*** Opening of SUPPLIED ENTRIES ***

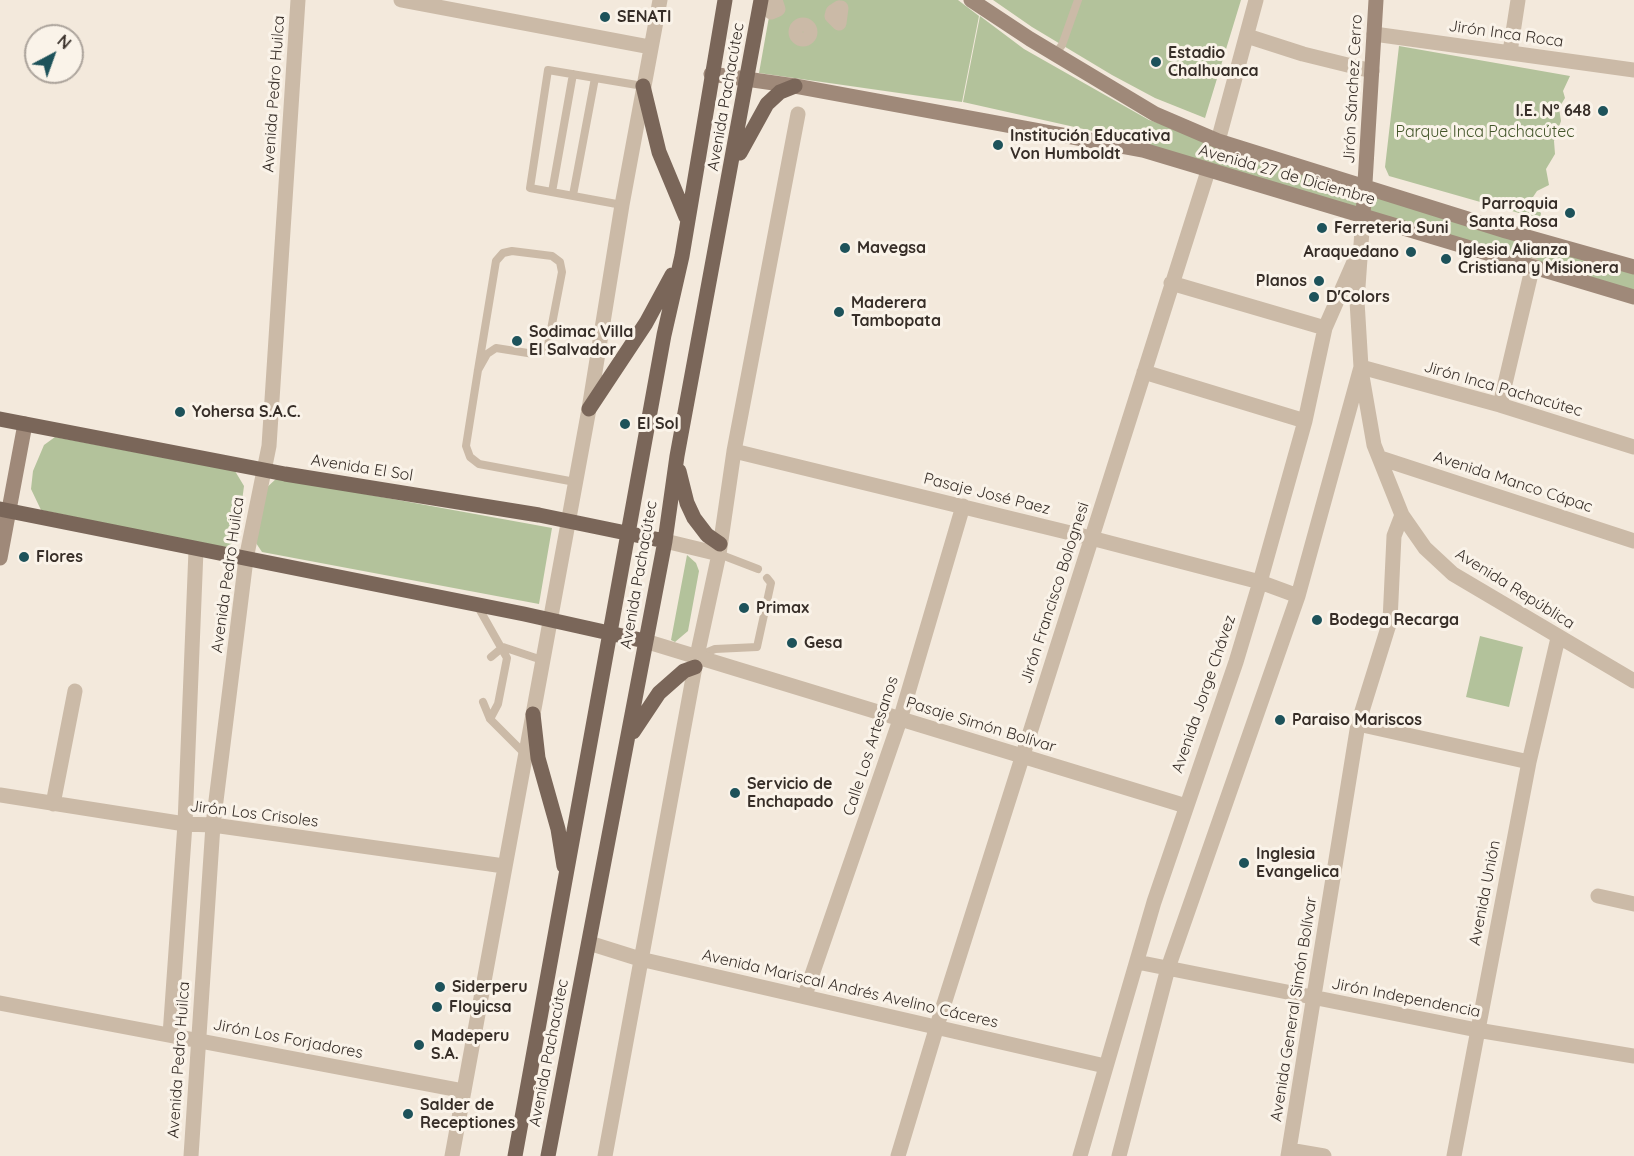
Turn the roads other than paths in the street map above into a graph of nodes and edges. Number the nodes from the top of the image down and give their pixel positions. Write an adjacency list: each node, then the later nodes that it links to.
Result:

*** Close of SUPPLIED ENTRIES ***
*** Opening of SUPPLIED ENTRIES ***

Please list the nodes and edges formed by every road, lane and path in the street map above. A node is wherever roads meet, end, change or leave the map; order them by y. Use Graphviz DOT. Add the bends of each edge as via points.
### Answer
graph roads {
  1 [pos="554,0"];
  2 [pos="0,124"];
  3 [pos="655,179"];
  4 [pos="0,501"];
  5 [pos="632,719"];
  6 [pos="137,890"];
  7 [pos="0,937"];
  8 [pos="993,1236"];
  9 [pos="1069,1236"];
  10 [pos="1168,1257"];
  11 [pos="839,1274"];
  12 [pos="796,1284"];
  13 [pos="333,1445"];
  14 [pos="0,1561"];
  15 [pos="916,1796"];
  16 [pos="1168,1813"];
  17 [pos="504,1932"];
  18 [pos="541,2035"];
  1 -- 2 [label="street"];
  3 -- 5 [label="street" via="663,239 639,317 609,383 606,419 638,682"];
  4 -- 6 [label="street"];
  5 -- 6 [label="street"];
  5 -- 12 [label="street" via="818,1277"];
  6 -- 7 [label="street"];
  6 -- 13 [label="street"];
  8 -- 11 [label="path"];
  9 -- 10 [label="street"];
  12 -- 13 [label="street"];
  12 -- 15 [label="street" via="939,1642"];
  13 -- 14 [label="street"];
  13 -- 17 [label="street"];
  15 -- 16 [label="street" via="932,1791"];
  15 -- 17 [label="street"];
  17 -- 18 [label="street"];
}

*** Close of SUPPLIED ENTRIES ***
*** Opening of SUPPLIED ENTRIES ***

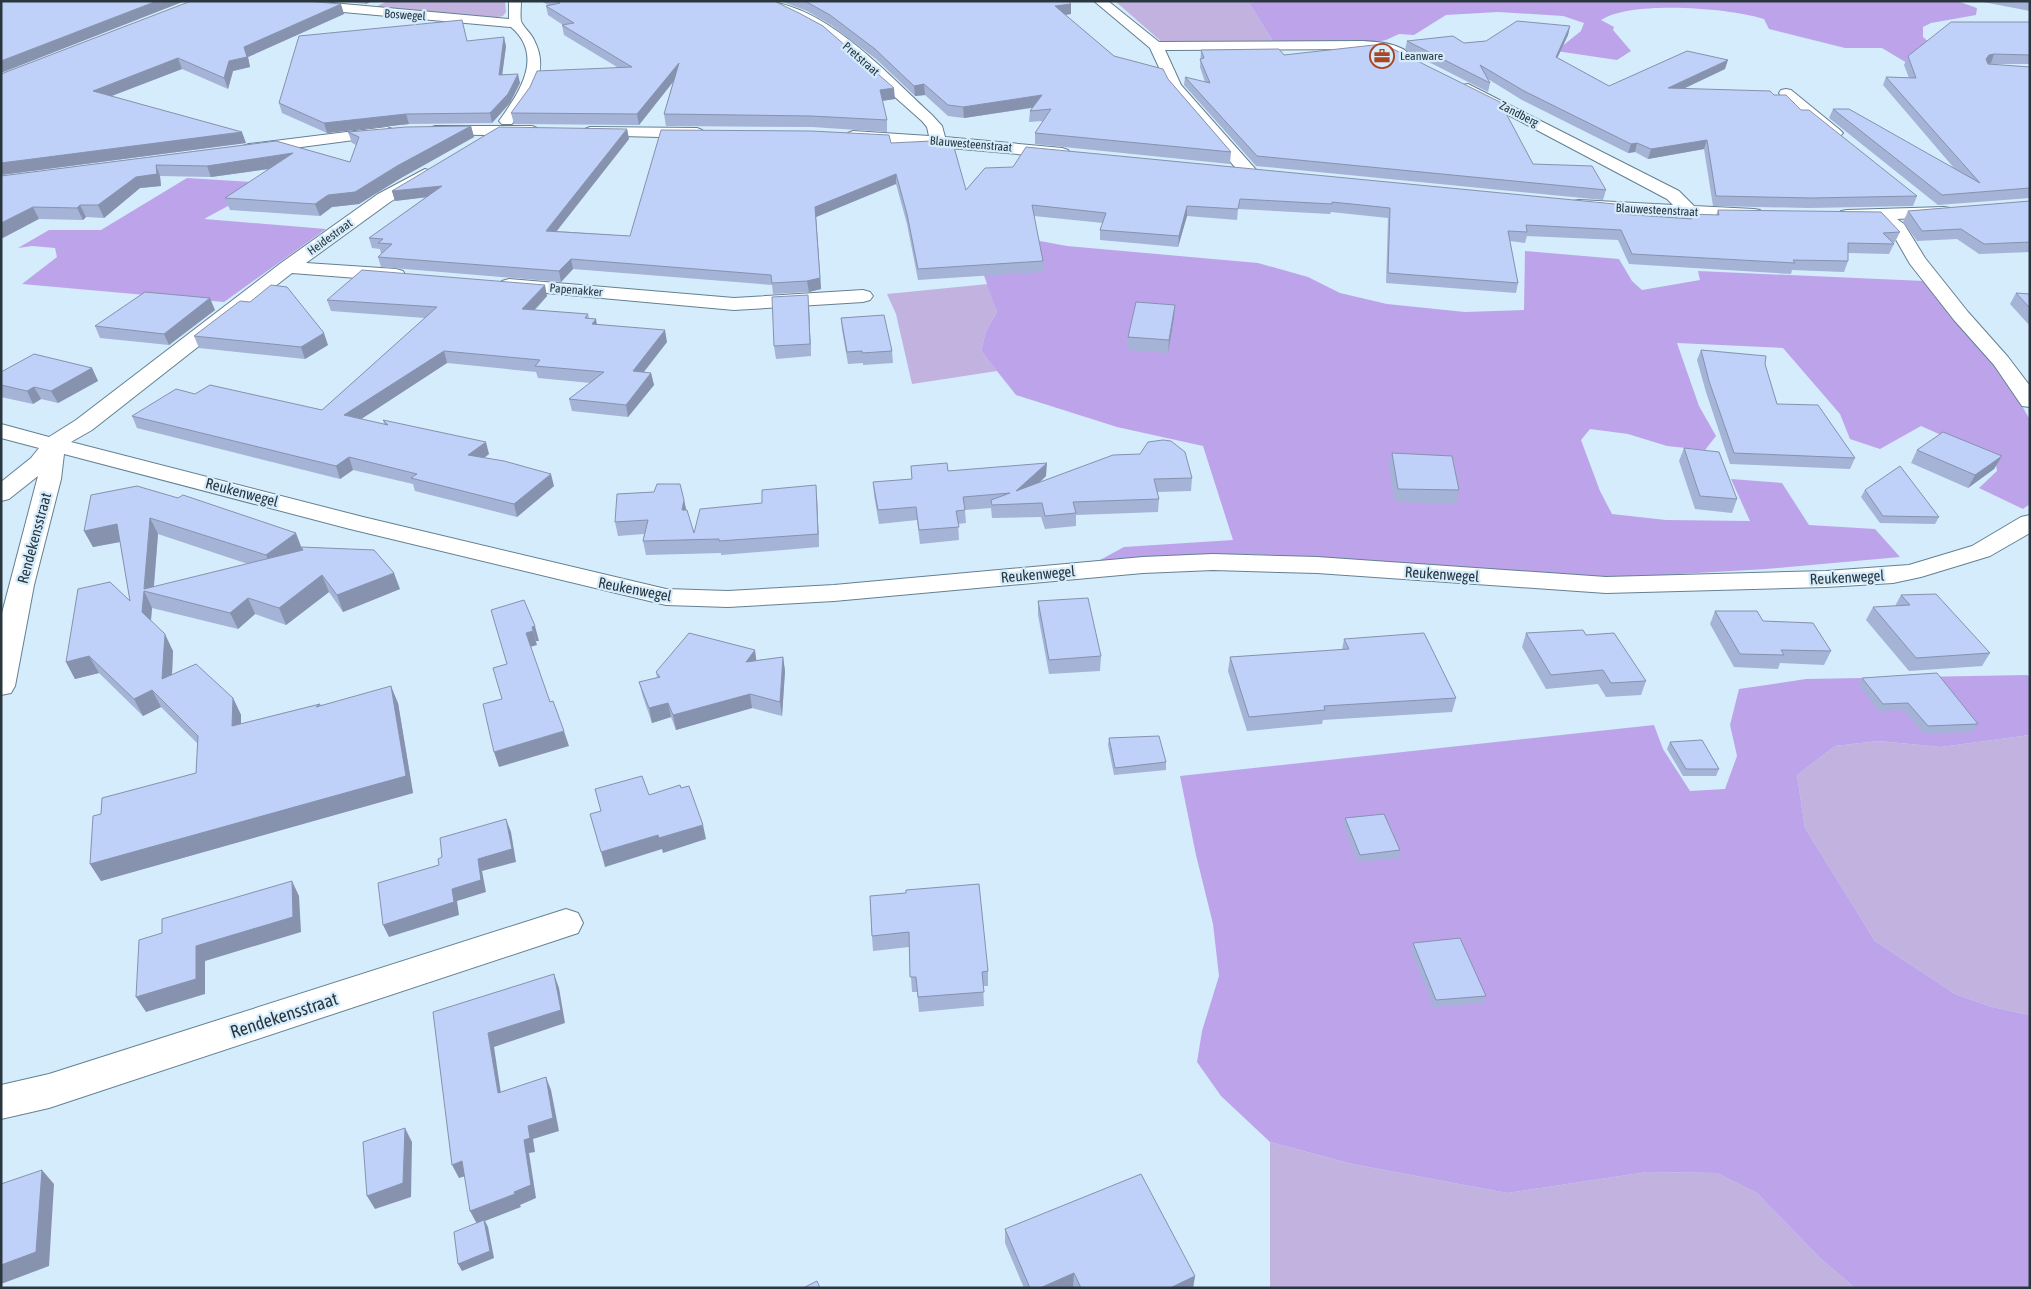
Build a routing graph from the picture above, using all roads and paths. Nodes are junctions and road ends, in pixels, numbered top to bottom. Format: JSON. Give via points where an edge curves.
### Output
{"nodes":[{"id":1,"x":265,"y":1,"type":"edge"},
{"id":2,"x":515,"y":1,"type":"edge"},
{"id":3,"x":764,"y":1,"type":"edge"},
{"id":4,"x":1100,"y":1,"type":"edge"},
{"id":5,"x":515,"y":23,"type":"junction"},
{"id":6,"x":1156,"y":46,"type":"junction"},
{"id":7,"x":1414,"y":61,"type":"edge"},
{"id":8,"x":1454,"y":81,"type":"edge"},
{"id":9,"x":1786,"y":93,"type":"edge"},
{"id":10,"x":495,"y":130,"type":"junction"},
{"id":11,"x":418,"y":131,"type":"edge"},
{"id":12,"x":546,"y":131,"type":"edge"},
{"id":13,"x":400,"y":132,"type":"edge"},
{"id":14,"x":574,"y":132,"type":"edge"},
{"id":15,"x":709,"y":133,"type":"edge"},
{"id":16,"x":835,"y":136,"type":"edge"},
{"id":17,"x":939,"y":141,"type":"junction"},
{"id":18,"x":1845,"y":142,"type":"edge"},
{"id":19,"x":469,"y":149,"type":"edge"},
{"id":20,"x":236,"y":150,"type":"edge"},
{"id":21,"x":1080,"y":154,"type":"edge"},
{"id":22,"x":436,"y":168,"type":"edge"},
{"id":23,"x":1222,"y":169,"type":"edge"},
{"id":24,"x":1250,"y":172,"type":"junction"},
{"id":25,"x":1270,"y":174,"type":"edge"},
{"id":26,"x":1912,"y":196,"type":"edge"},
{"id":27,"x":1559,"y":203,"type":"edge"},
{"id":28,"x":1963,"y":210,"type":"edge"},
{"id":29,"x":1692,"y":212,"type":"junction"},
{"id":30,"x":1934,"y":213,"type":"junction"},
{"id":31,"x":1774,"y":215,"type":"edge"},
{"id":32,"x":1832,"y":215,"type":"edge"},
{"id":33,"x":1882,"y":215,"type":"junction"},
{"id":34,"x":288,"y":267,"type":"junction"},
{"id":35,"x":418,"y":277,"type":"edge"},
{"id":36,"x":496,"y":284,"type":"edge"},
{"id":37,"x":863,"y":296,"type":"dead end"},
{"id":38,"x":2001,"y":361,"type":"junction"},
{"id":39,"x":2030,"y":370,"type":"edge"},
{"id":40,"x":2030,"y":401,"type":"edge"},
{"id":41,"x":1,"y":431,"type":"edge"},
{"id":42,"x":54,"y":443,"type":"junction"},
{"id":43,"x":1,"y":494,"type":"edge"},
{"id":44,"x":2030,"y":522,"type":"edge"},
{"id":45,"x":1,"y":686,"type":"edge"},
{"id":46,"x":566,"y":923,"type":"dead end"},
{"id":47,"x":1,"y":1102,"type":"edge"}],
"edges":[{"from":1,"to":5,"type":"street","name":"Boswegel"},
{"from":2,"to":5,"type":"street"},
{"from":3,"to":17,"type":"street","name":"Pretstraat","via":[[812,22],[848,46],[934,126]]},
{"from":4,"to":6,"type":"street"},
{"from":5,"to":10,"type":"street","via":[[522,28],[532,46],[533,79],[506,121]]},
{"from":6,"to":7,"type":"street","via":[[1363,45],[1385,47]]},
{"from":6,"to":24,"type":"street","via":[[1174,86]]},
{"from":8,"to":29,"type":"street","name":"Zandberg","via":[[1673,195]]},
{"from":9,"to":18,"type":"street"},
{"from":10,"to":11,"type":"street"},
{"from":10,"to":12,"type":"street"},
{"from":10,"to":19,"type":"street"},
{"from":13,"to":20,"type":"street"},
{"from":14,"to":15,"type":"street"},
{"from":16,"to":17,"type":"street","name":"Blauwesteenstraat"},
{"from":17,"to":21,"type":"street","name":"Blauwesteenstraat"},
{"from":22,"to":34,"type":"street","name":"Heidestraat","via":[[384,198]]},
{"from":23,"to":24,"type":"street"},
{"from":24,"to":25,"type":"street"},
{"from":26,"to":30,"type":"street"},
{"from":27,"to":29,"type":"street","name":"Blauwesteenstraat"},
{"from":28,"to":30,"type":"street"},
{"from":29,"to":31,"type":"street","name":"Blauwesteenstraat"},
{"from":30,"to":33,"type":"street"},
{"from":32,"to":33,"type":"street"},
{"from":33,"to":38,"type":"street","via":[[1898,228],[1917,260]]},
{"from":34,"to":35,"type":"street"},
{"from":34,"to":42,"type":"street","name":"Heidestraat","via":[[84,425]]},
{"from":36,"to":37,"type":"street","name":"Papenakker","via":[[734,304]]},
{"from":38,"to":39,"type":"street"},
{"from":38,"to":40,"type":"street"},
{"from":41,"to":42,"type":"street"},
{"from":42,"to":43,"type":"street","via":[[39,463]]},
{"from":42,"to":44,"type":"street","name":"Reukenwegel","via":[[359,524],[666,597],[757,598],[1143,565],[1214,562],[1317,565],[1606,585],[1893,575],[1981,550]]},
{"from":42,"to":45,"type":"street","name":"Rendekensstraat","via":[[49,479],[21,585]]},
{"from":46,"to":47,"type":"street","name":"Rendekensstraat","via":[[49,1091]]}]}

*** Close of SUPPLIED ENTRIES ***

→ THE PROBLEM
Could you please find every line of the listing above holding the string "each" and copy it?

→ OUTPUT FOR THIS TASK
Turn the roads other than paths in the street map above into a graph of nodes and edges. Number the nodes from the top of the image down and give their pixel positions. Write an adjacency list: each node, then the later nodes that it links to.
Please list the nodes and edges formed by every road, lane and path in the street map above. A node is wherever roads meet, end, change or leave the map; order them by y. Use Graphviz DOT. Add the bends of each edge as via points.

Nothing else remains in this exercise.